== HOW TO COMPLETE THIS TASK ==
Find every line of the listing below where "highway" appears, and copy it.

== THE DATA ==
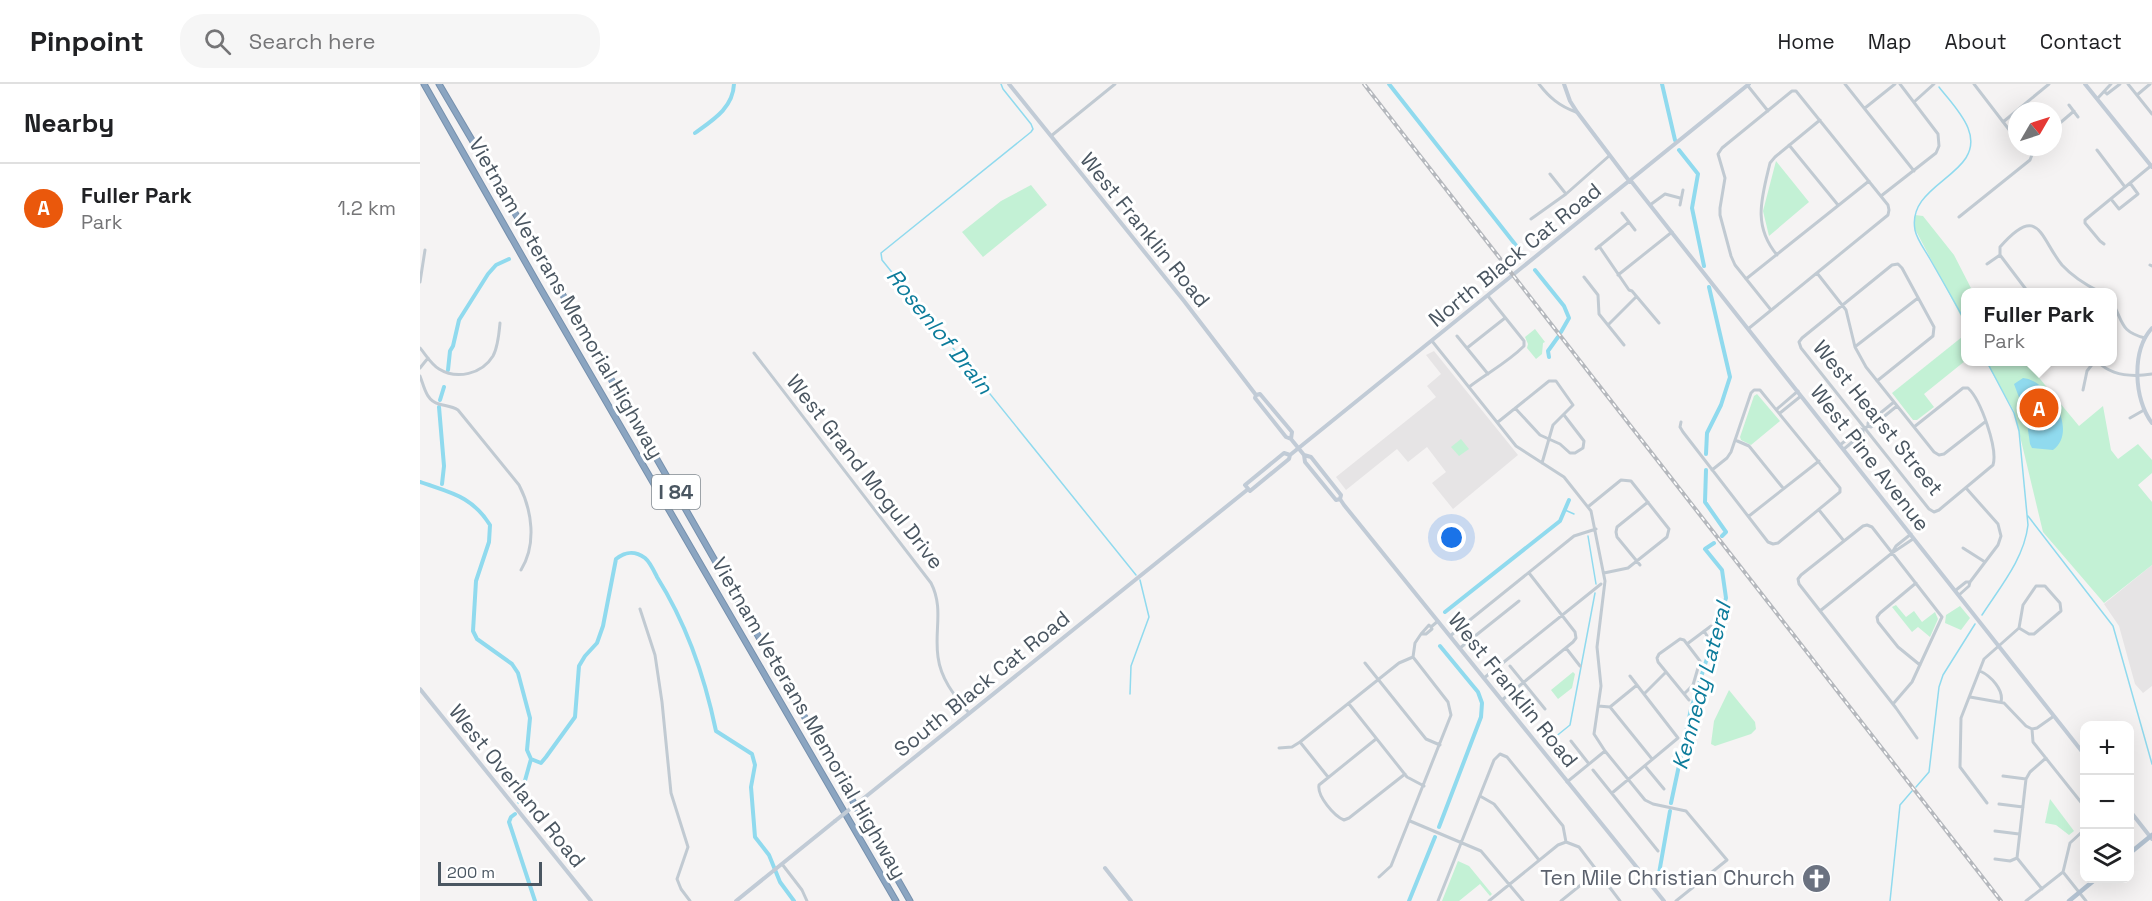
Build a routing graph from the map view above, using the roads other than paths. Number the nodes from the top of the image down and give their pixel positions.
1 (424, 84) edge
2 (439, 84) edge
3 (1009, 84) edge
4 (1115, 84) edge
5 (1539, 84) edge
6 (1564, 84) edge
7 (1748, 84) edge
8 (1845, 84) edge
9 (1898, 84) edge
10 (1934, 84) edge
11 (1974, 84) edge
12 (2047, 84) edge
13 (2085, 84) edge
14 (2111, 84) edge
15 (2120, 84) edge
16 (2128, 84) edge
17 (2150, 84) edge
18 (2104, 92) junction
19 (2137, 95) junction
20 (2097, 99) junction
21 (1914, 102) junction
22 (2069, 105) dead end
23 (1864, 108) junction
24 (1768, 111) junction
25 (2074, 111) junction
26 (1577, 112) junction
27 (2152, 114) edge
28 (2079, 117) dead end
29 (1820, 120) junction
30 (2062, 121) edge
31 (2003, 122) junction
32 (2008, 128) edge
33 (1051, 136) junction
34 (1789, 145) junction
35 (2097, 150) dead end
36 (1609, 156) junction
37 (2031, 156) edge
38 (2152, 165) edge
39 (1914, 171) junction
40 (1550, 174) dead end
41 (1869, 180) junction
42 (1630, 181) junction
43 (2130, 183) junction
44 (2125, 187) junction
45 (1683, 190) dead end
46 (1566, 194) junction
47 (1881, 196) junction
48 (1680, 198) junction
49 (2111, 199) junction
50 (1650, 205) junction
51 (1680, 205) dead end
52 (1838, 205) junction
53 (1622, 213) dead end
54 (1959, 217) dead end
55 (1531, 219) dead end
56 (1629, 222) junction
57 (1635, 230) dead end
58 (1672, 232) junction
59 (2104, 244) dead end
60 (425, 250) dead end
61 (1777, 255) junction
62 (2000, 255) junction
63 (1987, 264) dead end
64 (1817, 273) junction
65 (1618, 275) junction
66 (1584, 277) dead end
67 (1746, 279) junction
68 (420, 282) edge
69 (2025, 288) edge
70 (2093, 288) edge
71 (1488, 296) junction
72 (1637, 296) junction
73 (1918, 298) junction
74 (1842, 306) junction
75 (1771, 310) junction
76 (2117, 312) edge
77 (1505, 318) junction
78 (1659, 323) dead end
79 (501, 324) dead end
80 (1608, 325) junction
81 (1748, 328) junction
82 (2152, 328) edge
83 (1457, 336) dead end
84 (2145, 338) junction
85 (1432, 341) junction
86 (1624, 345) dead end
87 (1855, 347) junction
88 (420, 348) edge
89 (1467, 348) junction
90 (754, 353) dead end
91 (428, 358) junction
92 (2092, 366) edge
93 (2103, 366) edge
94 (420, 368) edge
95 (1488, 374) junction
96 (2152, 374) edge
97 (2138, 375) junction
98 (420, 376) edge
99 (1877, 381) junction
100 (1469, 387) junction
101 (2083, 390) dead end
102 (1800, 394) junction
103 (1894, 402) junction
104 (1898, 406) junction
105 (1515, 408) junction
106 (1777, 409) junction
107 (2144, 410) junction
108 (1780, 412) junction
109 (1564, 415) junction
110 (2130, 418) dead end
111 (1498, 422) junction
112 (1682, 422) dead end
113 (1985, 422) junction
114 (2152, 423) edge
115 (1914, 427) junction
116 (1865, 428) junction
117 (1548, 440) junction
118 (1735, 440) junction
119 (1840, 444) junction
120 (1299, 448) junction
121 (1844, 449) junction
122 (1290, 455) junction
123 (1818, 461) junction
124 (1542, 463) junction
125 (1712, 470) junction
126 (1784, 489) junction
127 (1966, 489) junction
128 (1247, 490) junction
129 (1648, 502) junction
130 (1589, 506) junction
131 (1819, 510) junction
132 (1749, 516) junction
133 (1596, 529) junction
134 (1913, 536) junction
135 (1844, 541) junction
136 (1963, 548) dead end
137 (1892, 553) junction
138 (1636, 561) junction
139 (1985, 562) junction
140 (1640, 565) dead end
141 (520, 570) dead end
142 (1529, 573) junction
143 (1604, 573) junction
144 (1916, 583) junction
145 (1601, 584) dead end
146 (1957, 592) junction
147 (1518, 601) dead end
148 (640, 609) dead end
149 (1820, 611) junction
150 (1562, 615) junction
151 (1438, 621) junction
152 (1711, 626) dead end
153 (2019, 628) junction
154 (1704, 631) junction
155 (1450, 636) junction
156 (1709, 639) dead end
157 (1687, 645) junction
158 (1998, 646) junction
159 (1460, 648) junction
160 (1566, 648) junction
161 (1413, 657) junction
162 (1365, 663) dead end
163 (1920, 665) junction
164 (1510, 666) dead end
165 (1580, 666) dead end
166 (1980, 671) junction
167 (1667, 672) junction
168 (1630, 676) dead end
169 (1484, 678) junction
170 (1378, 680) junction
171 (1523, 683) junction
172 (1637, 685) junction
173 (420, 689) edge
174 (1644, 694) junction
175 (1684, 694) junction
176 (1970, 697) junction
177 (1502, 700) junction
178 (1689, 700) dead end
179 (2001, 702) junction
180 (1348, 704) junction
181 (1893, 704) junction
182 (1598, 706) junction
183 (1610, 707) junction
184 (1545, 709) dead end
185 (969, 713) junction
186 (2054, 716) junction
187 (2032, 729) junction
188 (1376, 738) junction
189 (1917, 738) dead end
190 (1571, 741) dead end
191 (1300, 742) junction
192 (1440, 745) junction
193 (1279, 748) dead end
194 (2080, 748) edge
195 (1605, 751) junction
196 (2046, 758) junction
197 (1653, 760) junction
198 (1589, 764) junction
199 (1645, 766) junction
200 (1593, 770) dead end
201 (1405, 774) junction
202 (2003, 776) dead end
203 (1328, 777) junction
204 (1628, 779) junction
205 (2026, 779) junction
206 (1568, 782) junction
207 (1424, 786) junction
208 (1664, 789) dead end
209 (1612, 793) junction
210 (1480, 796) junction
211 (2080, 800) edge
212 (1987, 803) dead end
213 (1999, 804) dead end
214 (2023, 807) junction
215 (2134, 816) edge
216 (1410, 821) junction
217 (1995, 831) dead end
218 (2019, 834) junction
219 (2080, 834) edge
220 (2151, 837) edge
221 (1462, 842) junction
222 (1566, 842) junction
223 (2134, 850) edge
224 (1658, 851) dead end
225 (2017, 858) junction
226 (1995, 859) dead end
227 (1539, 860) junction
228 (782, 864) junction
229 (1105, 868) dead end
230 (1598, 871) junction
231 (2063, 872) junction
232 (1379, 878) dead end
233 (2092, 883) edge
234 (1510, 885) junction
235 (2042, 889) junction
236 (2079, 893) junction
237 (591, 901) edge
238 (690, 901) edge
239 (736, 901) edge
240 (807, 901) edge
241 (896, 901) edge
242 (910, 901) edge
243 (1131, 901) edge
244 (1438, 901) edge
245 (1490, 901) edge
246 (1523, 901) edge
247 (1561, 901) edge
248 (1620, 901) edge
249 (1664, 901) edge
250 (1676, 901) edge
251 (2026, 901) edge
252 (2069, 901) edge
253 (2086, 901) edge

1 - 241 highway, Vietnam Veterans Memorial Highway / I 84
2 - 242 highway, Vietnam Veterans Memorial Highway / I 84
3 - 33 street, West Franklin Road
4 - 33 street
5 - 26 street
6 - 26 street, West Pine Avenue
7 - 24 street
7 - 42 street, North Black Cat Road
8 - 23 street
9 - 21 street
9 - 23 street
10 - 21 street
11 - 31 street
12 - 31 street
13 - 20 street
14 - 18 street
15 - 18 street
16 - 19 street
17 - 19 street
18 - 20 street
19 - 27 street
20 - 38 street
21 - 39 street
22 - 25 street
23 - 39 street
24 - 29 street
24 - 67 street
25 - 28 street
25 - 30 street
26 - 36 street, West Pine Avenue
29 - 34 street
29 - 41 street
31 - 32 street
33 - 120 street, West Franklin Road
34 - 52 street
34 - 61 street
35 - 44 street
36 - 42 street, West Pine Avenue
36 - 46 street
37 - 54 street
38 - 43 street
39 - 47 street
40 - 46 street
41 - 47 street
41 - 52 street
42 - 50 street, West Pine Avenue
42 - 71 street, North Black Cat Road
43 - 44 street
43 - 49 street
44 - 49 street
45 - 48 street
46 - 55 street
47 - 64 street
48 - 50 street
48 - 51 street
49 - 59 street
50 - 58 street, West Pine Avenue
52 - 61 street
53 - 56 street
56 - 57 street
56 - 65 street
58 - 65 street
58 - 81 street, West Pine Avenue
60 - 68 street
61 - 67 street
62 - 63 street
62 - 69 street
62 - 70 street
64 - 74 street
64 - 75 street
65 - 72 street
66 - 80 street
67 - 75 street
71 - 77 street
71 - 85 street, North Black Cat Road
72 - 78 street
72 - 80 street
73 - 74 street
73 - 87 street
73 - 99 street
74 - 87 street
74 - 116 street, West Hearst Street
75 - 81 street
76 - 84 street
77 - 89 street
77 - 95 street
79 - 91 street
80 - 86 street
81 - 102 street, West Pine Avenue
82 - 84 street
83 - 89 street
84 - 97 street
85 - 100 street
85 - 120 street, North Black Cat Road
87 - 99 street
88 - 91 street
89 - 95 street
90 - 185 street, West Grand Mogul Drive
91 - 94 street
92 - 101 street
93 - 97 street
95 - 100 street
96 - 97 street
97 - 107 street
98 - 141 street
99 - 103 street
100 - 111 street
102 - 106 street
102 - 108 street
102 - 119 street, West Pine Avenue
103 - 104 street
103 - 116 street
104 - 115 street
104 - 116 street
105 - 109 street
105 - 111 street
105 - 117 street
106 - 108 street
106 - 118 street
107 - 110 street
107 - 114 street
108 - 123 street
109 - 117 street
109 - 117 street
111 - 124 street
112 - 125 street
113 - 115 street
113 - 115 street
113 - 127 street
116 - 119 street
116 - 121 street
116 - 127 street, West Hearst Street
117 - 124 street
118 - 125 street
118 - 126 street
119 - 121 street, West Pine Avenue
120 - 122 street, South Black Cat Road
120 - 151 street, West Franklin Road
121 - 134 street, West Pine Avenue
122 - 128 street, South Black Cat Road
122 - 128 street, South Black Cat Road
123 - 126 street
123 - 131 street
124 - 130 street
125 - 132 street
126 - 132 street
127 - 139 street
128 - 185 street, South Black Cat Road
129 - 130 street
129 - 138 street
129 - 138 street
130 - 133 street
131 - 132 street
131 - 135 street
133 - 142 street
133 - 143 street
134 - 137 street
134 - 146 street, West Pine Avenue
135 - 137 street
135 - 149 street
136 - 139 street
137 - 144 street
137 - 149 street
138 - 140 street
138 - 143 street
139 - 146 street
142 - 150 street
142 - 155 street
143 - 182 street
144 - 163 street
144 - 163 street
145 - 150 street
146 - 158 street, West Pine Avenue
147 - 159 street
148 - 238 street
149 - 181 street
150 - 160 street
150 - 169 street
151 - 155 street, West Franklin Road
151 - 161 street
152 - 154 street
153 - 153 street
153 - 158 street
154 - 156 street
154 - 157 street
155 - 159 street, West Franklin Road
157 - 167 street
157 - 175 street
158 - 166 street
158 - 186 street, West Pine Avenue
159 - 169 street, West Franklin Road
160 - 165 street
160 - 171 street
161 - 170 street
161 - 192 street
162 - 170 street
163 - 181 street
164 - 171 street
166 - 176 street
166 - 179 street
167 - 174 street
167 - 175 street
168 - 172 street
169 - 177 street, West Franklin Road
170 - 180 street
170 - 192 street
171 - 177 street
171 - 184 street
172 - 174 street
172 - 183 street
173 - 237 street, West Overland Road
174 - 197 street
175 - 178 street
176 - 179 street
176 - 212 street
177 - 206 street, West Franklin Road
179 - 187 street
180 - 188 street
180 - 191 street
181 - 189 street
182 - 183 street
182 - 195 street
183 - 197 street
185 - 228 street, South Black Cat Road, bridge
186 - 187 street
186 - 194 street, West Pine Avenue
187 - 196 street
188 - 201 street
188 - 203 street
190 - 198 street
191 - 193 street
191 - 203 street
192 - 207 street
195 - 198 street
195 - 204 street
196 - 205 street
196 - 211 street
197 - 199 street
198 - 206 street
199 - 204 street
199 - 208 street
200 - 209 street
201 - 203 street
201 - 207 street
202 - 205 street
204 - 209 street
204 - 250 street
205 - 214 street
206 - 249 street, West Franklin Road
207 - 216 street
209 - 224 street
210 - 221 street
210 - 222 street
210 - 227 street
213 - 214 street
214 - 218 street
215 - 220 street
216 - 221 street
216 - 232 street
217 - 218 street
218 - 225 street
219 - 231 street
220 - 223 main road
221 - 234 street
221 - 244 street
222 - 227 street
222 - 230 street
225 - 226 street
225 - 235 street
227 - 234 street
228 - 239 street, South Black Cat Road
228 - 240 street
229 - 243 street
230 - 247 street
230 - 248 street
231 - 235 street
231 - 236 street
233 - 236 main road
234 - 245 street
234 - 246 street
235 - 251 street
236 - 252 main road
236 - 253 street

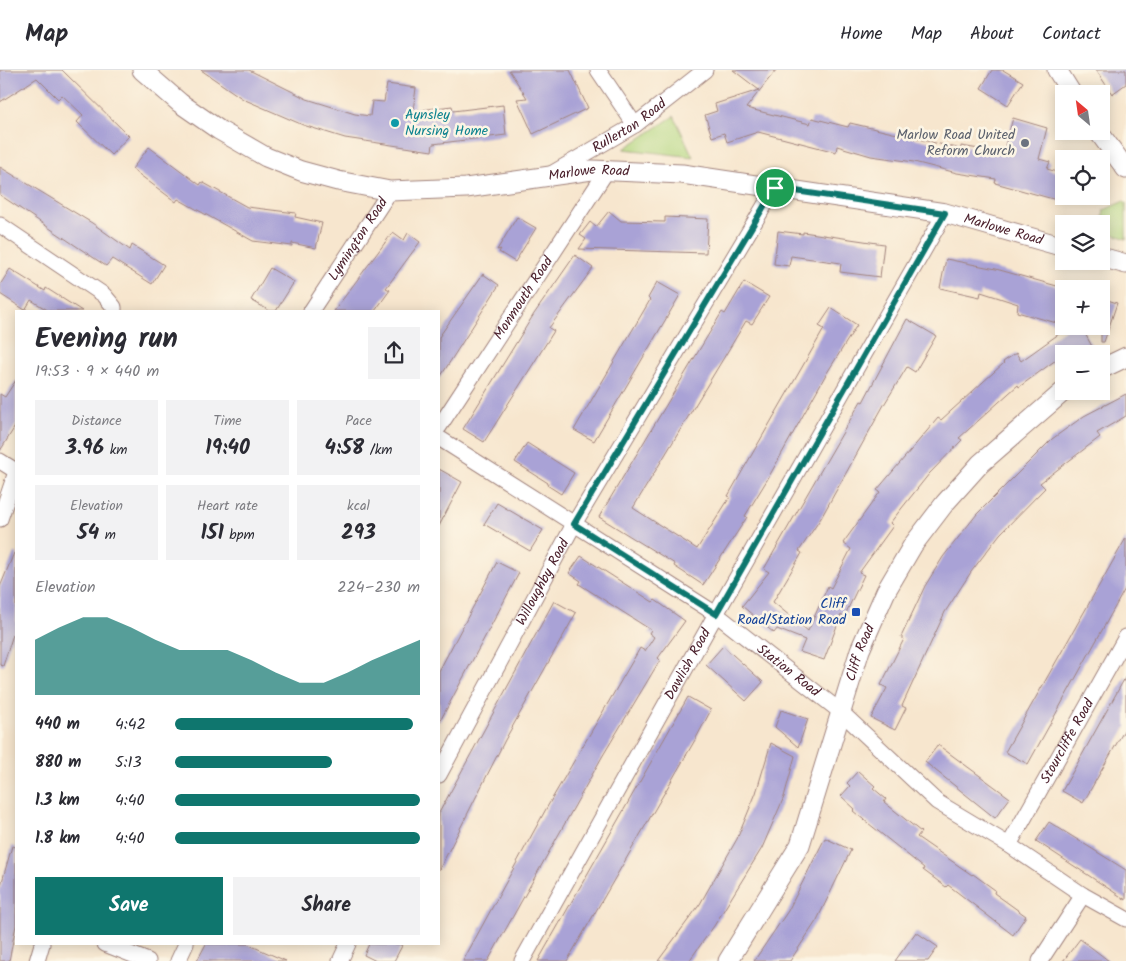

== RESULT ==
1 - 241 highway, Vietnam Veterans Memorial Highway / I 84
2 - 242 highway, Vietnam Veterans Memorial Highway / I 84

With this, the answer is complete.